Scan the entries for lines with the word "Kombëtar" and copy those lines.

* * *

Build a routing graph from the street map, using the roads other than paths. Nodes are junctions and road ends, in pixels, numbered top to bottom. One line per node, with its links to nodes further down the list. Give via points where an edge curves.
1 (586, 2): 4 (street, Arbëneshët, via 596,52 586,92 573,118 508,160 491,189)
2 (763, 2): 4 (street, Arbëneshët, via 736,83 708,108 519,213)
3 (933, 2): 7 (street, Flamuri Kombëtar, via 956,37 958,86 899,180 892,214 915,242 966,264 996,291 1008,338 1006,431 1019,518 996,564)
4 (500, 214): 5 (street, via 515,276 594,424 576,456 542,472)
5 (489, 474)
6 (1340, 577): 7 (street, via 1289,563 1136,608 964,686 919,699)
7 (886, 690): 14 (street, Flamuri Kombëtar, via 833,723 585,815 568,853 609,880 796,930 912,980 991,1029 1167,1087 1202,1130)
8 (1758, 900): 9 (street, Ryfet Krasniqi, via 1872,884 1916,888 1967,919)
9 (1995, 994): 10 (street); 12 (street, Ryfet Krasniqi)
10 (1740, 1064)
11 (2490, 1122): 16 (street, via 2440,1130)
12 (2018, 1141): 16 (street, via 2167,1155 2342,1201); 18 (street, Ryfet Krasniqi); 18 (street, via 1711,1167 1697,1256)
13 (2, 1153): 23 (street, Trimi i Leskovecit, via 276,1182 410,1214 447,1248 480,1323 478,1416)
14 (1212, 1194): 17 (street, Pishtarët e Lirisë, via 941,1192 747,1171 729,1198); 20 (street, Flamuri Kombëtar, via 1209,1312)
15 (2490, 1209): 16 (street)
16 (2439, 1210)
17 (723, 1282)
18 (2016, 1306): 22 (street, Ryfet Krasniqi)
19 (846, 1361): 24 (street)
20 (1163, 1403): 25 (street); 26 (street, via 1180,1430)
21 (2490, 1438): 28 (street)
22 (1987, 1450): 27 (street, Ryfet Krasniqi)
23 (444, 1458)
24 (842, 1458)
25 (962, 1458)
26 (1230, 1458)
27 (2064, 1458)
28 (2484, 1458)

* * *

WRITTEN RESPONSE:
3 (933, 2): 7 (street, Flamuri Kombëtar, via 956,37 958,86 899,180 892,214 915,242 966,264 996,291 1008,338 1006,431 1019,518 996,564)
7 (886, 690): 14 (street, Flamuri Kombëtar, via 833,723 585,815 568,853 609,880 796,930 912,980 991,1029 1167,1087 1202,1130)
14 (1212, 1194): 17 (street, Pishtarët e Lirisë, via 941,1192 747,1171 729,1198); 20 (street, Flamuri Kombëtar, via 1209,1312)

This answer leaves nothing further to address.